A Single Decision Maker
How do you avoid death by consensus? Let’s turn to the Genentech model. Genentech during the 2000’s had a run of successes. Its success rate in drug development was about 80%, which is more than an order of magnitude higher than the standard 5%-10%.
One of the keys to Genentech’s success was its decision-making process. While there were several components of the process, perhaps the most salient aspect of the decision-making process was the single decision maker model. (3)
Unlike many other companies, Genentech always had one final decision maker. Usually, but not always, the team leader had that responsibility. In some cases, the vote would be twenty to one, but if the one vote was from the decision maker, that single vote carried the day. The team leader had the authority and the responsibility to make the final decision, after listening to and weighing all arguments and data.
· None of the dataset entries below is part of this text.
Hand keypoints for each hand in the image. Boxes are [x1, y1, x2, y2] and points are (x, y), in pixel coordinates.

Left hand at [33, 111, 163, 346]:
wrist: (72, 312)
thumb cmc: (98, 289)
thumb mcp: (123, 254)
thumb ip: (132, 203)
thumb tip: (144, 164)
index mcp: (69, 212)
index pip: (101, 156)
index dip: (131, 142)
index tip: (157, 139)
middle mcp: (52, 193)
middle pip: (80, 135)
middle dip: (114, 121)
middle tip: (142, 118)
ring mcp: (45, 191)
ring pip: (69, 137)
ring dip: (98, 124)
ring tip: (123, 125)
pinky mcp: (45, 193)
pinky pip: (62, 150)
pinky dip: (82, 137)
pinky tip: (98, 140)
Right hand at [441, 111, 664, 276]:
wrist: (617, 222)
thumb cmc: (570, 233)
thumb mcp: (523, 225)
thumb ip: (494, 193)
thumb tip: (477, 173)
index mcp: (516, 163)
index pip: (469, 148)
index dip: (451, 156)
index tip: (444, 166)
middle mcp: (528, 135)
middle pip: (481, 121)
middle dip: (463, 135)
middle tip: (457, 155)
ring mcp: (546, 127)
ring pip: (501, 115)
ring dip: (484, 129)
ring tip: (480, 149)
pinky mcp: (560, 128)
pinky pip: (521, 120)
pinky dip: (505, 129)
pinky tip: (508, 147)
The team members all had an opportunity to make their case. (4)
Making one person responsible for the decision accomplishes three things. First, it allows calculated risk taking. Second, it removes the burden from the other team members, removing the incentive for them to protect themselves from the consequences of the decision by being overly risk-averse. Third, it designates one person to shoot the basketball, and prevents decision paralysis.
Get Out of the Team’s Way
Does this mean that the decisions should always be made at the top?
No. The exact opposite.
I’ve tried to incorporate the Genentech decision-making philosophy wherever I go. In addition, I’ve extended the model to remove vertical consensus.
At KindredBio, the project teams know that they don’t have to obtain vertical consensus. For example, I don’t have to agree with their decisions. I only have to understand it and be satisfied that it is thoughtful. If we’ve hired the right team, and provided the right corporate context for the decision, then in cases where the team and I don’t agree on a decision, they should be right most of the time. The team spends every day thinking about the program while I spend a few hours a month thinking about the program. If I can come to a higher quality decision than they can, there is something very wrong. (5)
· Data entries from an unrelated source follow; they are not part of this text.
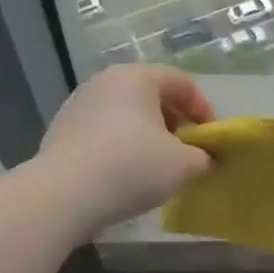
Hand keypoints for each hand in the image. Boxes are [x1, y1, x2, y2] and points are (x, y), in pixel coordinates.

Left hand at [35, 65, 215, 235]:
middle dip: (174, 122)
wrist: (63, 195)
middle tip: (186, 151)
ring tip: (156, 165)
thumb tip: (205, 159)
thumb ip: (204, 158)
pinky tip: (124, 174)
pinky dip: (121, 145)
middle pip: (151, 95)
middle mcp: (105, 81)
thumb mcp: (183, 166)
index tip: (211, 139)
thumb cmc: (131, 168)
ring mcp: (79, 104)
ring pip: (126, 113)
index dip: (203, 109)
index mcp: (137, 77)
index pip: (181, 82)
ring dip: (147, 135)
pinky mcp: (62, 129)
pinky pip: (103, 131)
Most of the time, when I have supported the team leader’s decision over my own, the team leader has been right, and the projects have been great successes. In fact, I have found that if the team and I always agree on decisions, it is usually a sign that we are not taking enough risk, and not innovating enough.
Fostering innovation requires enough managerial courage to support team decisions that the senior management thinks is wrong, and enough confidence in the team to trust that they’re producing better ideas than senior management can.
(1) Dextrocardia is rare. I’ve only seen two cases of it, including this patient. You sometimes see it in identical twins because sometimes they are mirror images of each other. One might have larger right eye and the other might have larger left eye, etc.
(2) Now, don’t get me wrong. Consensus is an excellent decision-making model for many situations. Social policy-setting. Decision-making in a low innovation business. Decision in a zero-risk tolerance business. Just not for innovation.
(3) Some of the other aspects include data-driven rather than opinion-driven decisions and a focus on good decisions rather than right decisions. I will write about these in future LinkedIn articles.
(4) And, once a decision was made, all the functions lined up behind the decision. (In a healthy corporate culture, this happens. In an unhealthy one, there is a lot of foot dragging and passive aggressive behavior after a decision is made. Sometimes this leads to consensus decision making solely to ensure that foot dragging is avoided.)
(5) To do this successfully, you have to be very transparent and push down information as well. The teams can’t make the right decisions if you are not providing them with the right information. I provide the context and the constraints, such as the budget, time envelope and success criteria, and then I push decision-making down.